On Mon, 16 May 2022 14:58:28 +0100,
Naresh Kamboju <[email protected]> wrote:
>
> Hi Marc,
>
> Thanks for looking into this report.
>
> On Mon, 16 May 2022 at 12:38, Marc Zyngier <[email protected]> wrote:
> >
> > On Mon, 16 May 2022 07:16:22 +0100,
> > Naresh Kamboju <[email protected]> wrote:
> > >
> > > The kernel crash reported on arm64 juno-r2 device with kselftest-merge config
> > > while booting Linux next-20220513 kernel [1].
>
> <trim>
>
> >
> > Huh. Who inserts random BRKs like this?
> >
> > > [ 0.000000] Internal error: BRK handler: f20003e8 [#1] PREEMPT SMP
> > > [ 0.000000] Modules linked in:
> > > [ 0.000000] CPU: 0 PID: 0 Comm: swapper/0 Not tainted
> > > 5.18.0-rc6-next-20220513 #1
> > > [ 0.000000] Hardware name: ARM Juno development board (r2) (DT)
> > > [ 0.000000] pstate: 600000c5 (nZCv daIF -PAN -UAO -TCO -DIT -SSBS BTYPE=--)
> > > [ 0.000000] pc : gic_dist_config+0x4c/0x68
> > > [ 0.000000] lr : gic_init_bases+0xd4/0x248
> >
> > Please provide a disassembly of this function.
>
> objdump snipper is here.
> http://ix.io/3XUW
Wrong function (I wasn't clear I wanted the breaking function, not the
caller).
> The vmlinux file is located in this url
> Please make use of it.
> http://snapshots.linaro.org/openembedded/lkft/lkft/sumo/juno/lkft/linux-next/1226/
ffff8000087f9908 <gic_dist_config>:
ffff8000087f9908: a9bd7bfd stp x29, x30, [sp, #-48]!
ffff8000087f990c: 910003fd mov x29, sp
ffff8000087f9910: a90153f3 stp x19, x20, [sp, #16]
ffff8000087f9914: f90013f5 str x21, [sp, #32]

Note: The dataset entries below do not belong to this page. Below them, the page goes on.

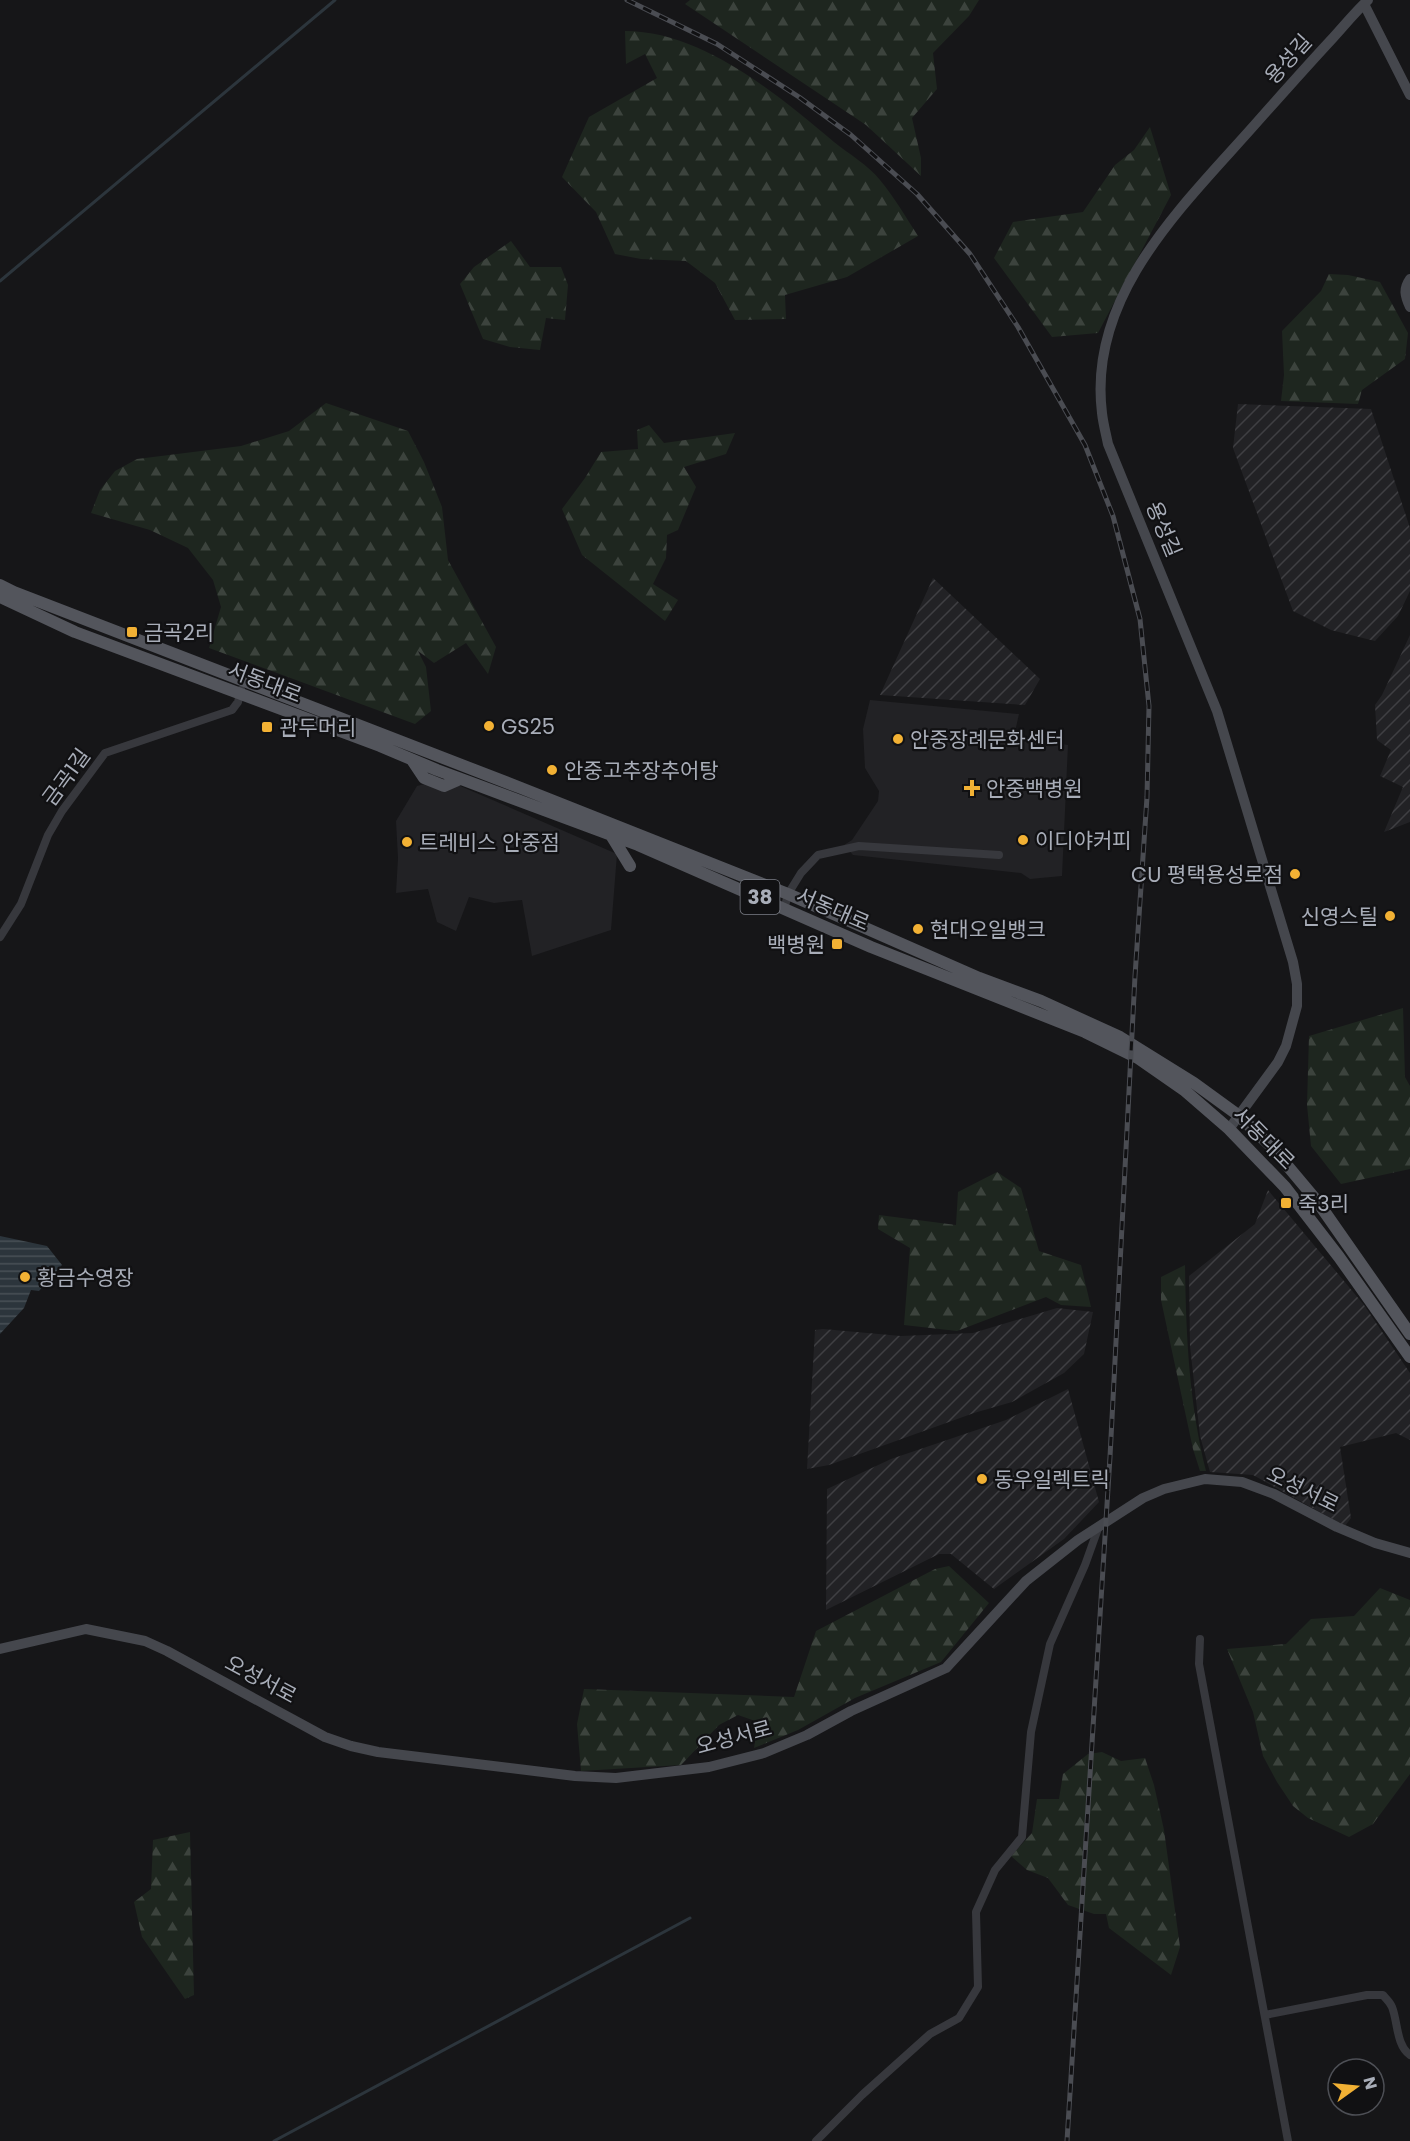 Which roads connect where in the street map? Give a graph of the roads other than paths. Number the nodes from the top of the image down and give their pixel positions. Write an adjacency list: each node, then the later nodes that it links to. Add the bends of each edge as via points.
1 (1366, 2): 2 (street); 14 (street, 용성길, via 1186,203 1144,256 1113,318 1101,381 1108,444 1217,711 1293,962 1297,1006 1286,1046)
2 (1410, 95)
3 (1410, 279): 4 (street, via 1405,286)
4 (1410, 308)
5 (0, 585): 7 (main road, 서동대로 / 38, via 135,638)
6 (0, 597): 7 (main road, 서동대로 / 38, via 75,632)
7 (242, 688): 8 (main road, 서동대로 / 38, via 460,779); 11 (main road, 서동대로 / 38, via 522,788); 13 (street, 금곡1길, via 232,710 105,753 48,835 21,904)
8 (611, 836): 10 (main road); 12 (main road, 서동대로 / 38)
9 (999, 855): 11 (street, via 859,846 818,855)
10 (630, 866)
11 (788, 894): 12 (street); 14 (main road, 서동대로 / 38, via 1120,1037)
12 (784, 909): 15 (main road, 서동대로 / 38, via 1085,1032 1138,1058)
13 (0, 937)
14 (1238, 1115): 15 (street, 용성길); 16 (main road, 서동대로 / 38, via 1270,1145 1317,1201)
15 (1229, 1128): 17 (main road, 서동대로 / 38, via 1285,1187)
16 (1410, 1334)
17 (1410, 1356)
18 (1100, 1526): 19 (street, 오성서로, via 1164,1489 1205,1479 1242,1482 1356,1535); 21 (street, 오성서로, via 1026,1581 945,1668 764,1753 709,1767 616,1778 351,1746 325,1737 145,1641 86,1629); 24 (street, via 1050,1644 1031,1732 1022,1837 995,1870 976,1912 978,1987 959,2018 930,2034)
19 (1410, 1553)
20 (1200, 1639): 22 (street, via 1199,1664)
21 (0, 1649)
22 (1265, 2015): 23 (street, via 1383,1995 1391,2005 1401,2042); 25 (street)
23 (1410, 2055)
24 (816, 2141)
25 (1288, 2141)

ffff8000087f9918: 2a0103f3 mov w19, w1
ffff8000087f991c: aa0003f4 mov x20, x0
ffff8000087f9920: aa0203f5 mov x21, x2
ffff8000087f9924: aa1e03e0 mov x0, x30
ffff8000087f9928: 97e0de72 bl ffff8000080312f0 <_mcount>
ffff8000087f992c: 7100827f cmp w19, #0x20
ffff8000087f9930: 54000149 b.ls ffff8000087f9958 <gic_dist_config+0x50> // b.plast
ffff8000087f9934: 52800402 mov w2, #0x20 // #32
ffff8000087f9938: 53027c40 lsr w0, w2, #2
ffff8000087f993c: 91300000 add x0, x0, #0xc00
ffff8000087f9940: 8b000280 add x0, x20, x0
ffff8000087f9944: b900001f str wzr, [x0]
ffff8000087f9948: 11004042 add w2, w2, #0x10
ffff8000087f994c: 6b02027f cmp w19, w2
ffff8000087f9950: 54ffff48 b.hi ffff8000087f9938 <gic_dist_config+0x30> // b.pmore
ffff8000087f9954: d4207d00 brk #0x3e8
What the hell is this??? This function has no WARN_ON, no BUG_ON, the
allowed values for the immediate are:
#define KPROBES_BRK_IMM 0x004
#define UPROBES_BRK_IMM 0x005
#define KPROBES_BRK_SS_IMM 0x006
#define FAULT_BRK_IMM 0x100
#define KGDB_DYN_DBG_BRK_IMM 0x400
#define KGDB_COMPILED_DBG_BRK_IMM 0x401
#define BUG_BRK_IMM 0x800
#define KASAN_BRK_IMM 0x900
#define KASAN_BRK_MASK 0x0ff
and 0x3e8 isn't one of them. This seems like a GCC 'division by zero'
hack, but there are no divisions by zero here. Your kernel is also
full of the stuff.
What sort of odd options do you have? I can't help but notice that you
have the Rust stuff in your tree. Can you please start by disabling
this, just in case there is an interaction with your toolchain?
Thanks,
M.
--
Without deviation from the norm, progress is not possible.